While it marketed itself as “unbiased” and independent, SeeThruEquity LLC, a New-York based stock research firm founded in 2011, and its principals, brothers Ajay and Amit Tandon, have been accused by the SEC of fraud. The complaint alleges that the company said its research was “not paid for” when it was and that it allowed issuers to have input into target prices at times. The agency also accuses the brothers of instructing analysts to use higher price targets. The company, according to the SEC, had price targets typically more than 300% above the stock price at the time of the report. Finally, the SEC has accused the Tandons of trading in the stocks of their clients while failing to disclose positions and often front-running the bullish research reports by purchasing the stocks and then selling them upon the publication of the glowing reports.
While the complaint didn’t reference the numerous cannabis stocks that the Tandons have issued research reports on, SeeThruEquity issued glowing reports for many low-quality cannabis penny stocks over the past few years, including Axim Biotechnologies (OTC: AXIM), Chinese Investors (OTC: CIIX), Earth Science Technology (OTC: ETST), MassRoots (OTC: MSRT), PotNetwork Holdings (OTC: POTN), Sugarmade (OTC: SGMD) and Tauriga Sciences (OTC: TAUG). Many of these companies are not included on the company’s website as part of their research universe, which appears to be not well maintained.
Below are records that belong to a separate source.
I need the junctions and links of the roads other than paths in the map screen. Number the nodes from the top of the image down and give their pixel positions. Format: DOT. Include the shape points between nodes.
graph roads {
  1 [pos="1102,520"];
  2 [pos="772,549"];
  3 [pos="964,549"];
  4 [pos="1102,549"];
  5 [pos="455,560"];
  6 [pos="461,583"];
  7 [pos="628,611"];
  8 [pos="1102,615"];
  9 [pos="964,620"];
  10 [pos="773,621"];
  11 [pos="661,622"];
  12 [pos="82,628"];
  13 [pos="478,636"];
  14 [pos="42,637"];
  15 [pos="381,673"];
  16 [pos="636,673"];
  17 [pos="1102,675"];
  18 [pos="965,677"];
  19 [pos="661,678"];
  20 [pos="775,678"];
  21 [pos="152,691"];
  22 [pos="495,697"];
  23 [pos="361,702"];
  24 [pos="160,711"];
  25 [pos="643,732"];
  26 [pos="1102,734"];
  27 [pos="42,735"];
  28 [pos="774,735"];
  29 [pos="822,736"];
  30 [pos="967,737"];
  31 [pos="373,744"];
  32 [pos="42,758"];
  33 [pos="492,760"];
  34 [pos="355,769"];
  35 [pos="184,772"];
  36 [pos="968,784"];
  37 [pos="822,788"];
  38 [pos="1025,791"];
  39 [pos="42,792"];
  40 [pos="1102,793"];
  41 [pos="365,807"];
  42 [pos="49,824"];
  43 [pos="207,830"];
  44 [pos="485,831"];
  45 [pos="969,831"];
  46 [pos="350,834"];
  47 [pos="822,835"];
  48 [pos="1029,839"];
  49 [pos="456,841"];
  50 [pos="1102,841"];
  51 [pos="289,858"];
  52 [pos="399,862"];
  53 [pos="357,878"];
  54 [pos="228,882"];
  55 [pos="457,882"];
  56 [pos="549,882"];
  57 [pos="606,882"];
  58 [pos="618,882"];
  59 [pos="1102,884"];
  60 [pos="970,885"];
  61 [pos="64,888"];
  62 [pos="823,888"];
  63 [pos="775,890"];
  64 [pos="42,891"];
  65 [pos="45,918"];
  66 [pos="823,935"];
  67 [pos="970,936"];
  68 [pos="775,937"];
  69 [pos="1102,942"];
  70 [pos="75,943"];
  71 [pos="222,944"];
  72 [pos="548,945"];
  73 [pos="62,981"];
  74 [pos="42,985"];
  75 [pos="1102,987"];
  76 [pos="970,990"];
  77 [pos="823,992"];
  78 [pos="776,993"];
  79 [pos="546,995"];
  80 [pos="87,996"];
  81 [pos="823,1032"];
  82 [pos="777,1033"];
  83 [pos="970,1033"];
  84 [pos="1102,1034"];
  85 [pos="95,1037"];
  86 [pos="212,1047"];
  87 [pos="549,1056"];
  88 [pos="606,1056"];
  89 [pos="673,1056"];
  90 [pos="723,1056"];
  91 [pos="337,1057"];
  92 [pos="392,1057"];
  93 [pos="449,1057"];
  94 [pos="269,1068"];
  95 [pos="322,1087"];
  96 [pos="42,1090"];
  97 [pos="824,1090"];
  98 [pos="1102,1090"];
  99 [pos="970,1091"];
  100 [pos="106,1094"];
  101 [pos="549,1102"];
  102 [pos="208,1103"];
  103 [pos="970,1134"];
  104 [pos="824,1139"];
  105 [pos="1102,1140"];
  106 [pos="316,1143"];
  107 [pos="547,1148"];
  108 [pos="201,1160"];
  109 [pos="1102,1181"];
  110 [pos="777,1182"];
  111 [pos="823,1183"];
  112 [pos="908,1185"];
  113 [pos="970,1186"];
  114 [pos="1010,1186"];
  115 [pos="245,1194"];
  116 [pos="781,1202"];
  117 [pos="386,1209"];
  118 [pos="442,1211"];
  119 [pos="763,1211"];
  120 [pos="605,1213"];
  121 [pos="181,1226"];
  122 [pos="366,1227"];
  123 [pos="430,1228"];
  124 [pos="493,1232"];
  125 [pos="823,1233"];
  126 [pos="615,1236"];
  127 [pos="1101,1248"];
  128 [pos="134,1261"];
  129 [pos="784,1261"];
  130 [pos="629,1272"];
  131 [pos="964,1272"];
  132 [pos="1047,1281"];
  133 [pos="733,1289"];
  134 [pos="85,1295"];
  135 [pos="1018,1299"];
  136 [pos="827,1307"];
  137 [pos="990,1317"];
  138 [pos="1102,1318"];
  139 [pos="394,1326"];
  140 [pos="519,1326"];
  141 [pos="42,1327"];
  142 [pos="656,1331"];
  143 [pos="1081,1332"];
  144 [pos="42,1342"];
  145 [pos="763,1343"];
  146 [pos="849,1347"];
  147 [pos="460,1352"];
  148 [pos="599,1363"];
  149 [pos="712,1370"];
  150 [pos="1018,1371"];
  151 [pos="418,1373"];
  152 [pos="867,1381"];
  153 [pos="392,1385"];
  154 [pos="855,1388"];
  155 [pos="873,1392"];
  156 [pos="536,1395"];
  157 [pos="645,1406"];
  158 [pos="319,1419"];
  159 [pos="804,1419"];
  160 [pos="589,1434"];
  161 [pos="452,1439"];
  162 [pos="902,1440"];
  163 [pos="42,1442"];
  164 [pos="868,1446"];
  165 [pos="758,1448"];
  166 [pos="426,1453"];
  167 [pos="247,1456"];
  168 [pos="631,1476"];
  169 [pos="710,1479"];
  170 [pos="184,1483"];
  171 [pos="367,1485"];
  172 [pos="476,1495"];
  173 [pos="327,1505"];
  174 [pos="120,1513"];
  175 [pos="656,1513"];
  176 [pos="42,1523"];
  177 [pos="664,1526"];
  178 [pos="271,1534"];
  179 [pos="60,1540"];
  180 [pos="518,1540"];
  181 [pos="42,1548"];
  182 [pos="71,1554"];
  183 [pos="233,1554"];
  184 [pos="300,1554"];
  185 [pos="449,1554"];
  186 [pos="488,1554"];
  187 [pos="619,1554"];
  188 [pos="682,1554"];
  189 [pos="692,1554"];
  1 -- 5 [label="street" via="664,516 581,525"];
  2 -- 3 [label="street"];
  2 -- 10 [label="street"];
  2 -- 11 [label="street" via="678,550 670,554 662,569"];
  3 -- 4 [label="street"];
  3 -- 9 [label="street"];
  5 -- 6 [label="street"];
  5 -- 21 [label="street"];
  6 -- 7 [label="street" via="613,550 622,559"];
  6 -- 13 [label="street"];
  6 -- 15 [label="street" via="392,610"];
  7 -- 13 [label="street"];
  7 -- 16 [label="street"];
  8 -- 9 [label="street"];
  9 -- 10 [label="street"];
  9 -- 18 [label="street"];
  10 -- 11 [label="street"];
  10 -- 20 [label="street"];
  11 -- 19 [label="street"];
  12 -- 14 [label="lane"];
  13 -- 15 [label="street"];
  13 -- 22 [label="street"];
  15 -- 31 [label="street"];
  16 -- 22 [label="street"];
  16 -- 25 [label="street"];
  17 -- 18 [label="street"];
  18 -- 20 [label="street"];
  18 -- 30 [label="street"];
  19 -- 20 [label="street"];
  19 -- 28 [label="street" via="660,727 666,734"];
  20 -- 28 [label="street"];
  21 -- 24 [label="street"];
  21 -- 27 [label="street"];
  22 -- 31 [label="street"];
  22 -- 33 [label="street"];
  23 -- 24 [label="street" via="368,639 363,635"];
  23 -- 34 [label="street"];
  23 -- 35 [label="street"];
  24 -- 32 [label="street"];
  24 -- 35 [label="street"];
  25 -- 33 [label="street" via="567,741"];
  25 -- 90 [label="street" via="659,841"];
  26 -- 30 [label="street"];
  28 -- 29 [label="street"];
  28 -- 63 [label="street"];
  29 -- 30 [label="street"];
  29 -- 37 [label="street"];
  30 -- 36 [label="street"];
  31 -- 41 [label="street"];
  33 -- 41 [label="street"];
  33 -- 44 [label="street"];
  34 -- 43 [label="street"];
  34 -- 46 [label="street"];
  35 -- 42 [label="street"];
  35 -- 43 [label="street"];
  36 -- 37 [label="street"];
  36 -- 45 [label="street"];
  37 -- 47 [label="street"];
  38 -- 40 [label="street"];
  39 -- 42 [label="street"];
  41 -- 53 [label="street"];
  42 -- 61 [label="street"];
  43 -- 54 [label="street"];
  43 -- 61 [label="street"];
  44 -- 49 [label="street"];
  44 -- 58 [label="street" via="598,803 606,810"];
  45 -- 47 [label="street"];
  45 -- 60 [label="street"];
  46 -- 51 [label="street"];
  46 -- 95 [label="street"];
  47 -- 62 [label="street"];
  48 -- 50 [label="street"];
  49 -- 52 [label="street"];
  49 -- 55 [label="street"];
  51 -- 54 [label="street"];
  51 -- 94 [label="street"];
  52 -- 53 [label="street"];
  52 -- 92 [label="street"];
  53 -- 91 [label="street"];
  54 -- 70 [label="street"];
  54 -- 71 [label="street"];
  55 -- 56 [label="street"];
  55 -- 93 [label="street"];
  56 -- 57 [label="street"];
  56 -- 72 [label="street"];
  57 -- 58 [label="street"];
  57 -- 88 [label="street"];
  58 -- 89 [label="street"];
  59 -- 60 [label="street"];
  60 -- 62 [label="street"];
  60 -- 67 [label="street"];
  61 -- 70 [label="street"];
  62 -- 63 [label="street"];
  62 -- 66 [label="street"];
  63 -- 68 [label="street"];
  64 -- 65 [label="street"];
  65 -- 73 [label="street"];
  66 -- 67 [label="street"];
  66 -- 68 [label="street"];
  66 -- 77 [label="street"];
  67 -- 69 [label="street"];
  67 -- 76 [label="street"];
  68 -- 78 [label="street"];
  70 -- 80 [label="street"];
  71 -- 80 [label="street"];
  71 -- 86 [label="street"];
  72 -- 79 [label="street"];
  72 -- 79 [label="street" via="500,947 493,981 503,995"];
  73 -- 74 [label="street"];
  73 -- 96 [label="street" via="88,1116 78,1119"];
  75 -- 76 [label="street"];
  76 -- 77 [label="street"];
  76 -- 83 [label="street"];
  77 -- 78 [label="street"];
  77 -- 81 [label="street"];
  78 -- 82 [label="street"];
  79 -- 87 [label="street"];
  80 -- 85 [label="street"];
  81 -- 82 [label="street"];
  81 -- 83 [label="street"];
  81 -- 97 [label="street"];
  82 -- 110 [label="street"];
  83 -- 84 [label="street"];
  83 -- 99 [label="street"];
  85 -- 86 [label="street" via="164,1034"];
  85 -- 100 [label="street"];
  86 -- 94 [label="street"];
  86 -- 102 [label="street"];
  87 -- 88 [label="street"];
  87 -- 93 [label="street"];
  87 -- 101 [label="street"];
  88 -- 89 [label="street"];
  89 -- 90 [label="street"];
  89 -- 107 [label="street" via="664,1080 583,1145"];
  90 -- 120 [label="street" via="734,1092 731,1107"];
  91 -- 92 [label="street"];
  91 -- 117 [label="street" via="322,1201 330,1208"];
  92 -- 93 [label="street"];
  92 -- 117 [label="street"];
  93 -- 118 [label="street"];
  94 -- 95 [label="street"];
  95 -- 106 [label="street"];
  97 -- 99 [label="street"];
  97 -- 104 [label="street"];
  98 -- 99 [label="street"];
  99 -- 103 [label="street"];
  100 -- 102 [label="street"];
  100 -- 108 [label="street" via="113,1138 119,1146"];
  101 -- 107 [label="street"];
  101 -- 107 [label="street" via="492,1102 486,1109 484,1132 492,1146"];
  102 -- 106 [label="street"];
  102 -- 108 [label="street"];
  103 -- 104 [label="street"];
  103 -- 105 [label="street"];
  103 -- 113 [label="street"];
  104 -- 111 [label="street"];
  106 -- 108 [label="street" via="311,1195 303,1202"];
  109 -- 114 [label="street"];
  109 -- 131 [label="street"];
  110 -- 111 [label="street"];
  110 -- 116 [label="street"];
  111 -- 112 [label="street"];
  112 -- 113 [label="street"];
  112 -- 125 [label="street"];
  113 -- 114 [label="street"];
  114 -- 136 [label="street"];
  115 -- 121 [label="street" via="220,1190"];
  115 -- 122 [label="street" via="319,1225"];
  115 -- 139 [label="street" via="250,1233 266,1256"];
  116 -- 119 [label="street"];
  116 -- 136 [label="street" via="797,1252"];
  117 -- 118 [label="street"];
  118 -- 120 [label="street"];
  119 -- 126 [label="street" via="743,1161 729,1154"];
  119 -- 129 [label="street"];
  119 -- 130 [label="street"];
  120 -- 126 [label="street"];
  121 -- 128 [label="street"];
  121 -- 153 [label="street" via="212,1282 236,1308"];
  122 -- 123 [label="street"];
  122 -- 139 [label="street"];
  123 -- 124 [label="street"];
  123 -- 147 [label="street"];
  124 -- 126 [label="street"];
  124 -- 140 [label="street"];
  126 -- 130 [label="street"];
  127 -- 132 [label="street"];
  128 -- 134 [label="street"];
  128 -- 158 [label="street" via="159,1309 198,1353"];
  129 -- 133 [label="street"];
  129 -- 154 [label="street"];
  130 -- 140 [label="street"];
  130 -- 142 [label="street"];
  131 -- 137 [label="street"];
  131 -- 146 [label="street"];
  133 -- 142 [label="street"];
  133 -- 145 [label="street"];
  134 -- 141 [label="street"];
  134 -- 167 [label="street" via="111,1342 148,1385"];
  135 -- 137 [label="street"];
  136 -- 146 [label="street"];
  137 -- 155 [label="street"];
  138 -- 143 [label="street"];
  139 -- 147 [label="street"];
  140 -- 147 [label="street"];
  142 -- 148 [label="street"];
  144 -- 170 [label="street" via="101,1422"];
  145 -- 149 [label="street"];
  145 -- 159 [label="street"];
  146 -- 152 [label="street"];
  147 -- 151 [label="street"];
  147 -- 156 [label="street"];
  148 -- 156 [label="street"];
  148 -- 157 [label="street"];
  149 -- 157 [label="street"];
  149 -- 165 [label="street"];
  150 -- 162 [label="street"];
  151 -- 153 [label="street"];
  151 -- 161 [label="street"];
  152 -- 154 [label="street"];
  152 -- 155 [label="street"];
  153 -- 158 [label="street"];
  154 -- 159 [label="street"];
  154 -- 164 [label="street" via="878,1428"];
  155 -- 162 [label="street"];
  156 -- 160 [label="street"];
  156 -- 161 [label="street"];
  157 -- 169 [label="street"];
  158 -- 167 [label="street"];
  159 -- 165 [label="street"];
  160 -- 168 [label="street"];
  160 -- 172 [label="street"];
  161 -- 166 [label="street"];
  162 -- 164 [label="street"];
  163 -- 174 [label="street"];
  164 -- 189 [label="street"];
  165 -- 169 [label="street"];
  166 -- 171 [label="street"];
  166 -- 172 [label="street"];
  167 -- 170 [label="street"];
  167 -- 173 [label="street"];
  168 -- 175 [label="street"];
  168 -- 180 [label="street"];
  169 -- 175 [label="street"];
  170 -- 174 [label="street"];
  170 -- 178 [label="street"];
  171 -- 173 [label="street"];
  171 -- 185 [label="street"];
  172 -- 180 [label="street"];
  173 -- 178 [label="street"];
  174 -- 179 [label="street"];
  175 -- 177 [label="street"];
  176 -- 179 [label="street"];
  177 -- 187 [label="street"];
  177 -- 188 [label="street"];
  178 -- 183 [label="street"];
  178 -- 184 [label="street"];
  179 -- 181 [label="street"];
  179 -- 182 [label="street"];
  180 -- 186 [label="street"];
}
One company that was recently delisted by the NYSE American, India Globalization Capital (OTC: IGCC), has been the subject of multiple glowing reports. In August, SeeThruEquity initiated coverage on Canadian licensed producer WeedMD (TSXV: WMD) (OTC: WDDMF) with a target of C$3.50, 150% higher than the price at the time.
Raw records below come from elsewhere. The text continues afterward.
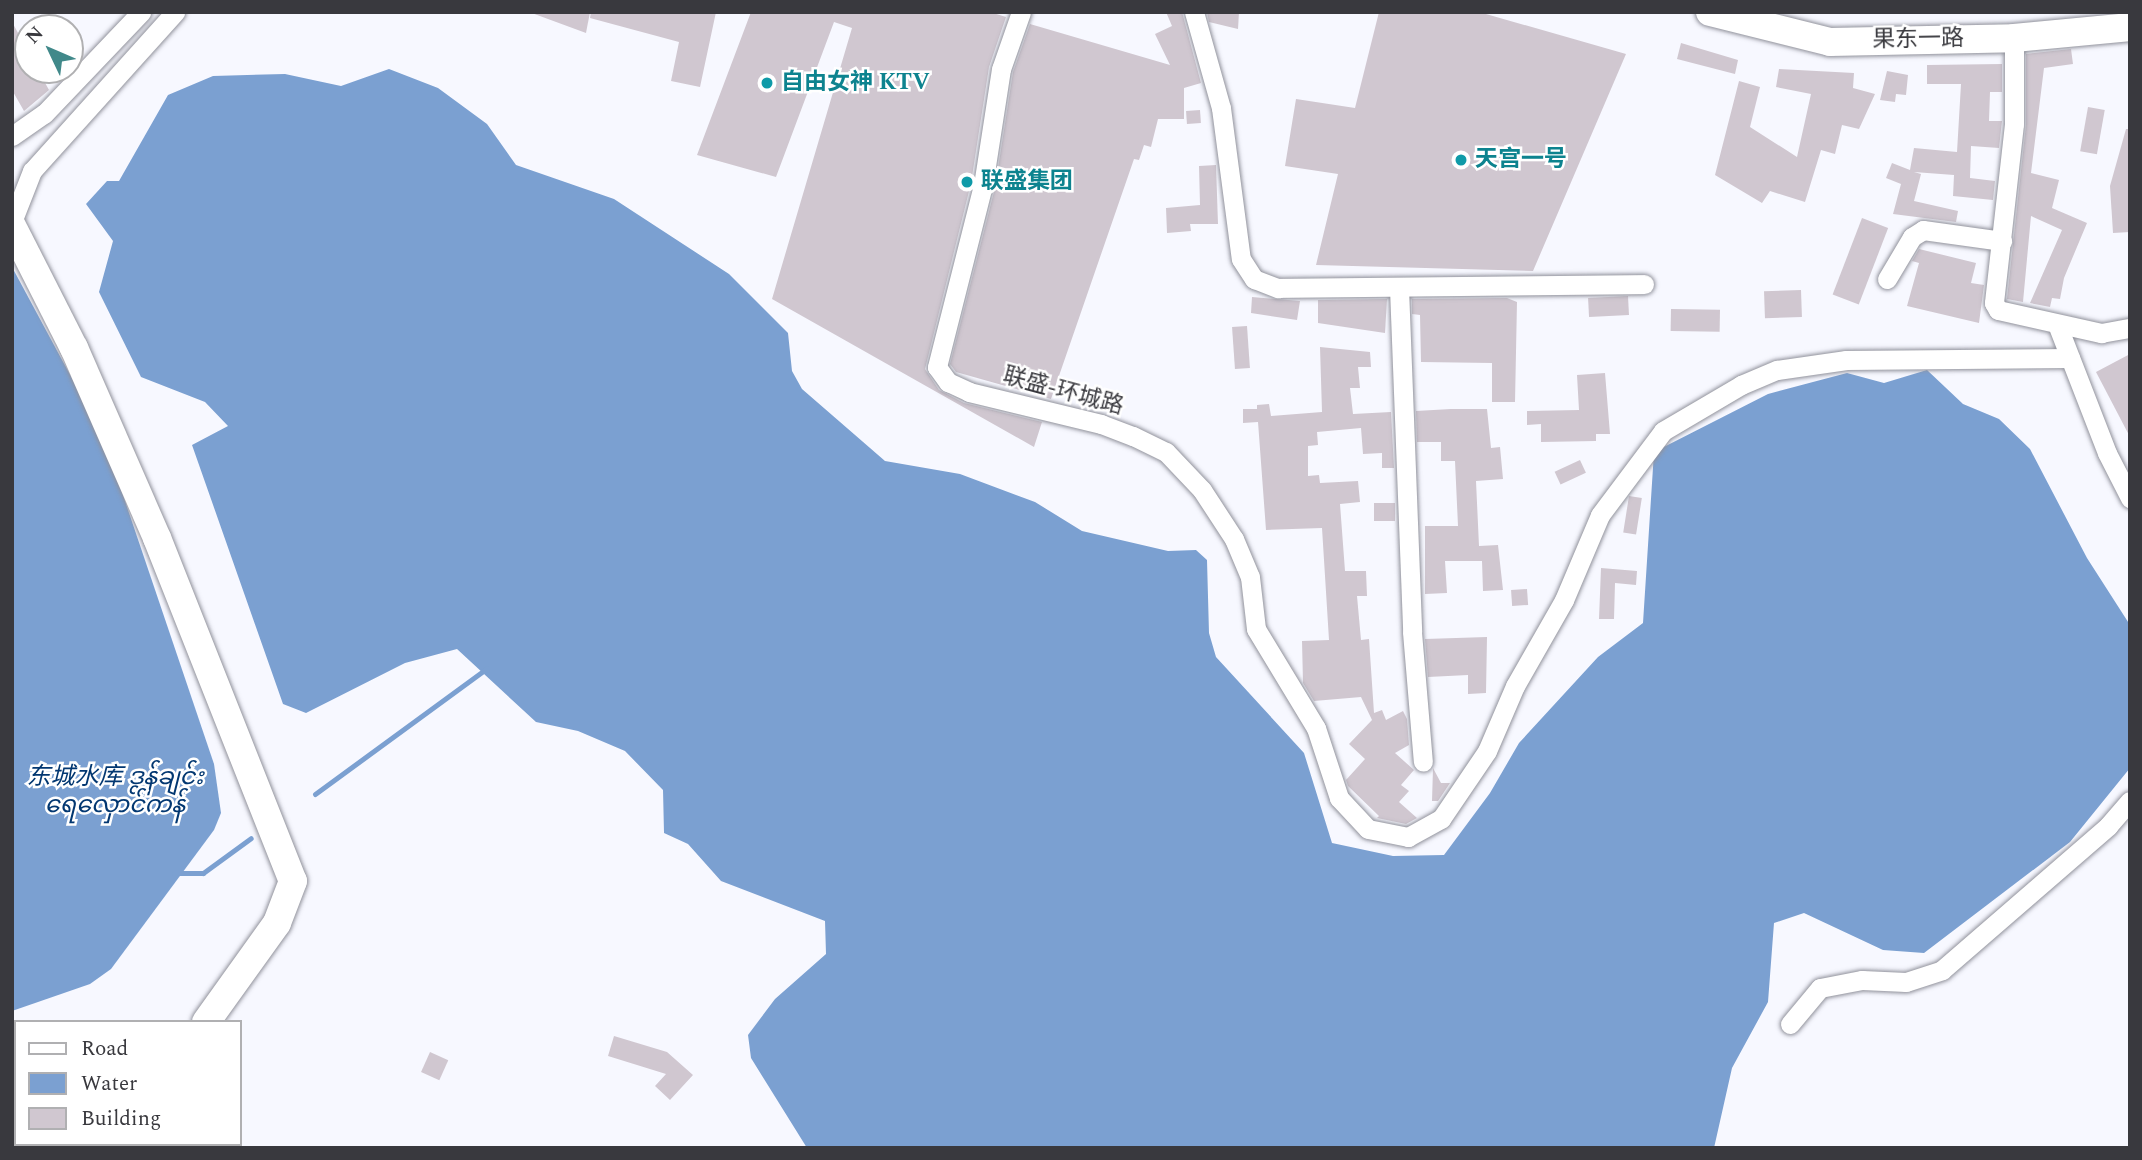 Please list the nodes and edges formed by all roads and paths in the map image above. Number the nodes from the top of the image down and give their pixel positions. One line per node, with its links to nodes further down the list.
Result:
1 (141, 12): 9 (street)
2 (175, 12): 10 (street)
3 (1021, 12): 17 (street, 联盛-环城路)
4 (1194, 12): 14 (street)
5 (1710, 12): 8 (street, 果东一路)
6 (2092, 22): 7 (street, 果东一路); 8 (street, 果东一路)
7 (2130, 27)
8 (2014, 38): 11 (street)
9 (12, 136)
10 (12, 224): 21 (street)
11 (2002, 241): 12 (street); 15 (street)
12 (1887, 279)
13 (1644, 284): 14 (street)
14 (1399, 288): 19 (street)
15 (2057, 324): 16 (street); 17 (street)
16 (2130, 328)
17 (2070, 358): 18 (street)
18 (2130, 498)
19 (1423, 762)
20 (2130, 801): 22 (street)
21 (207, 1020)
22 (1790, 1024)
Just yesterday, the SEC suspended trading in Vitality Biopharma (OTC: VBIO):
It appears to the Securities and Exchange Commission that there is a lack of current and accurate information concerning the securities of Vitality Biopharma, Inc. (CIK No. 0001438943) because of questions regarding (i) the accuracy and adequacy of publicly available information in the marketplace about the company, including undisclosed control persons and concentrated beneficial ownership of Vitality Biopharma’s common stock; and (ii) potential market manipulation in Vitality Biopharma, Inc.’s common stock.
The suspension occurred on the same morning as SeeThruEquity issued a report on the company, suggesting that the stock’s price target should be $3.50, though it’s not clear if the two are related. The report disclosed a payment to SeeThruEquity from the company of $1950. The company appears to have changed its disclosure practices earlier this year, and the SEC notes that the period in which it claims the reports failed to disclose payments was from November 2013 through March 2018.
The SEC is seeking permanent injunctions against SeeThruEquity and the Tandons as well as the disgorgement of ill-gotten gains.